Long Tom y Johnny habían creído, de momento, que el informe edificio era un castillo en ruinas o una antigua fortaleza. No era ni una cosa ni otra, sino una gran casa de piedra rodeada de una alta cerca.

Esta, cerca había sido derribada en puntos distintos por los habitantes de la región —con objeto, sin duda, de utilizar las piedras en otras construcciones, y era por esto que parecía dentada desde la carretera.
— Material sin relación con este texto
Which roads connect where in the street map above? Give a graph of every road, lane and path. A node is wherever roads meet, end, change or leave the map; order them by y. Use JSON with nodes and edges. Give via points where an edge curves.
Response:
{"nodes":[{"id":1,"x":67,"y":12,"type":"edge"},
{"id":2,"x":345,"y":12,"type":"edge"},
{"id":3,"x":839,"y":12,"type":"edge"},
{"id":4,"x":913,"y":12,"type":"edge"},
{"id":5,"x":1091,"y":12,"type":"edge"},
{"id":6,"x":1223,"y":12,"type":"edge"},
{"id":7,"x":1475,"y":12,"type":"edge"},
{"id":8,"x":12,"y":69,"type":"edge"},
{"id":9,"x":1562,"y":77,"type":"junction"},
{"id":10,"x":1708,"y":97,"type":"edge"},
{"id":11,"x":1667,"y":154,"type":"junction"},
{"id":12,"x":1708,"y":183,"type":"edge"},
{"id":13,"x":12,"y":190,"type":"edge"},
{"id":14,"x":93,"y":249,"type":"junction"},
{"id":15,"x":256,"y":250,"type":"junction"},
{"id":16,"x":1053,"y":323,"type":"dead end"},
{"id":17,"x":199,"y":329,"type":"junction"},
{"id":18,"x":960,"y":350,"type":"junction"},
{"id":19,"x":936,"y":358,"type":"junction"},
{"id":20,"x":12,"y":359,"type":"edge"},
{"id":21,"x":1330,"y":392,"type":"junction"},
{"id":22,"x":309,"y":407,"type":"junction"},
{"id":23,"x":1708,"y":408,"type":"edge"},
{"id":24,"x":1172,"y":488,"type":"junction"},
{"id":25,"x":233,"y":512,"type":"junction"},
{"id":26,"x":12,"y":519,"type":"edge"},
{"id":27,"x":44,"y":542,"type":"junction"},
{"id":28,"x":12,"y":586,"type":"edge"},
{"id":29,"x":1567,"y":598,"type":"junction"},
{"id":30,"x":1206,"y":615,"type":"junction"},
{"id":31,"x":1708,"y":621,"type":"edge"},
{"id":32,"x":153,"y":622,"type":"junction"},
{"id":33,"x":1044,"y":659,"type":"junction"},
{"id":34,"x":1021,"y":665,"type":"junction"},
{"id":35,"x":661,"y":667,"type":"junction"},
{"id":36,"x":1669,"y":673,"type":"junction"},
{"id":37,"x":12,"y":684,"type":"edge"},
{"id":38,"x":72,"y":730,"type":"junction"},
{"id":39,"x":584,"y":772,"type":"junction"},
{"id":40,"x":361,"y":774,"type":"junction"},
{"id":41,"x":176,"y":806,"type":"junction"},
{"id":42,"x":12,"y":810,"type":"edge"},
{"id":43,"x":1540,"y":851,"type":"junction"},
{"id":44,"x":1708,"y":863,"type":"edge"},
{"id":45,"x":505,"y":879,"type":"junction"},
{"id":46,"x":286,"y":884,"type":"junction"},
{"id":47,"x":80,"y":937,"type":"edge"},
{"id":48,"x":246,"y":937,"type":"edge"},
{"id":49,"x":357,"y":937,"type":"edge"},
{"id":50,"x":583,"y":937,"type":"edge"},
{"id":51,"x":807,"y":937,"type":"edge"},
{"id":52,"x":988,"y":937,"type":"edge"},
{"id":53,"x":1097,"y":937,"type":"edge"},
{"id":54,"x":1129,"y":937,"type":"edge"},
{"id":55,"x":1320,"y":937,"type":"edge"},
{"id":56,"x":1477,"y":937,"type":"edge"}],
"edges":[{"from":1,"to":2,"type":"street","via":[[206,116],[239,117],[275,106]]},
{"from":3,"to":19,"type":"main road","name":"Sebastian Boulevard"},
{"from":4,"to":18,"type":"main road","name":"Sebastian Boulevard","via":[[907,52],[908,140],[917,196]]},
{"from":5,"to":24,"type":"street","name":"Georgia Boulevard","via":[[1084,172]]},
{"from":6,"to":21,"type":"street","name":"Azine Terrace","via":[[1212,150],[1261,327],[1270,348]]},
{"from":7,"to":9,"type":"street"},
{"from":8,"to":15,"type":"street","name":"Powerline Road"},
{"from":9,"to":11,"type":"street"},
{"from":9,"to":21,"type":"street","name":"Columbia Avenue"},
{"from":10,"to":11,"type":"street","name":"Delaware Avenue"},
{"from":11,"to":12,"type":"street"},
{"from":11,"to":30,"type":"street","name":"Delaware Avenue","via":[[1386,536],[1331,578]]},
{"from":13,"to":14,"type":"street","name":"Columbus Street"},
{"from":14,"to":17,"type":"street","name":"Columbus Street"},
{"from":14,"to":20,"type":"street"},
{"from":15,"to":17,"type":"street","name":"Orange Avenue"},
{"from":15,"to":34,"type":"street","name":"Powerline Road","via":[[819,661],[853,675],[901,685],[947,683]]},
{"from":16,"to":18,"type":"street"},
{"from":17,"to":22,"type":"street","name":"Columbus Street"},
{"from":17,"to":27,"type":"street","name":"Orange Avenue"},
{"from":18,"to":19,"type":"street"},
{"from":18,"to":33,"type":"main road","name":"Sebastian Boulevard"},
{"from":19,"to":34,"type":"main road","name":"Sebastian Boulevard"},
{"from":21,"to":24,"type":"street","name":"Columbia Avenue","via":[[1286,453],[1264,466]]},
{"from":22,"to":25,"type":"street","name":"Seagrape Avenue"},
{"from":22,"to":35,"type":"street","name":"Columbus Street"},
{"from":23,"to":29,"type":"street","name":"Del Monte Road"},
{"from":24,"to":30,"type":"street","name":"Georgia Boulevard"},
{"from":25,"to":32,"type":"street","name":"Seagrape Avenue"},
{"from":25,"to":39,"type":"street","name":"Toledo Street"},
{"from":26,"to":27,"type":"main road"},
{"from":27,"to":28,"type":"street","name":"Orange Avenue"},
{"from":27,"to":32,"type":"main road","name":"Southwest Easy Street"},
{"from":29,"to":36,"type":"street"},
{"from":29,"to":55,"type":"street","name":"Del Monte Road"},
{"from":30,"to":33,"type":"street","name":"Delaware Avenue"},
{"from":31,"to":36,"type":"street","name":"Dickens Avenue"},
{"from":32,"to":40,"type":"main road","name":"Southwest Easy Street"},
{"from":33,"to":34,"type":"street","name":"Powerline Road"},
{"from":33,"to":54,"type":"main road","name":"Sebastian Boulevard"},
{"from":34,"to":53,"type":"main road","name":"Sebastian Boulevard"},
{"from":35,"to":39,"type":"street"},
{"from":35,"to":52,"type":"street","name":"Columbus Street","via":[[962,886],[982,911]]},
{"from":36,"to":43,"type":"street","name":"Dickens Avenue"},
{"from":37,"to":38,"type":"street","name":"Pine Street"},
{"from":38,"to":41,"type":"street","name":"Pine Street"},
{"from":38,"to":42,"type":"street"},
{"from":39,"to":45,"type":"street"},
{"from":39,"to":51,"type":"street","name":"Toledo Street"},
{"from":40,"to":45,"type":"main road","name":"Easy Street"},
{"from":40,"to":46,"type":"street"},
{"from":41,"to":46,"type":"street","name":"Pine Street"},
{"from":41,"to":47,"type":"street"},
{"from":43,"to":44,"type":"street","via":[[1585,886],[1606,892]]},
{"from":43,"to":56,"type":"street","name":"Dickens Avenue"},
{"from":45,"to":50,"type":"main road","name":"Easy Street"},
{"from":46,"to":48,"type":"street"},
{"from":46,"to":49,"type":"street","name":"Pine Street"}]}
La casa no estaba tampoco en ruinas, sino en un estado adelantado de reparación Sin duda se había derribado la cerca mucho antes, en la época en que había estado desalquilada la casa.

En su parte posterior Long Tom y Johnny percibieron, cuando la luna tornó a aparecer, una lisa extensión de terreno, lo que en el Oeste de los Estados Unidos se denomina «una mesa». Las ventanas iluminadas de varias granjas centelleaban en aquella meseta.

También había luces encendidas tras de las ventanas de la casa. AL abrirse una puerta se dibujó en la oscuridad un rectángulo luminoso y Muta, que entraba por ella a la sazón se recortó un breve instante en su centro.

—¡Así, era aquí a donde se dirigía! —exclamó Long Tom. Y se lanzó a la carrera en línea recta—. ¡Ven, Johnny! Sepamos lo que se trama.

Los dos avanzaron a buen paso, mirando con frecuencia a lo alto para asegurarse de que no asomaba de nuevo la luna por entre las nubes. Y siempre que esto sucedía se tiraban de bruces sobre la hierba, que por suerte les llegaba hasta la rodilla.

La casa de piedra tenía un alero muy ancho y a su sombra, los dos camaradas marcharon bien arrimados a la fría pared de piedra en dirección de la ventana más próxima La habitación que había al otro lado estaba vacía y por ello buscaron otra ventana. Fue entonces cuando divisaron a Muta.

El enano se hallaba sentado en un sillón y en tal posición parecía casi tan voluminoso como un ser normal, lo cual era debido a su torso gigantesco.

Otros tres hombres estaban con él en la habitación. Los tres llevaban el uniforme completo de las fuerzas revolucionarias, incluso el rojo disco de la manga derecha.

Long Tom y Johnny les observaron sin distraerse.

—Oye: ya les he visto ya —dijo Long Tom a Johnny, en voz queda:

—Los tres estaban en el campamento de los revolucionarios la noche que aterrizamos en él. ¡Fíjate! ¡Uno de ellos pertenece al Estado Mayor del conde!

—¡Son espías!

—Sin duda, ¡Vaya rabieta que se va a llevar el conde cuando sepa que es realista uno de los oficiales de su Estado Mayor! Con seguridad que se desmaya.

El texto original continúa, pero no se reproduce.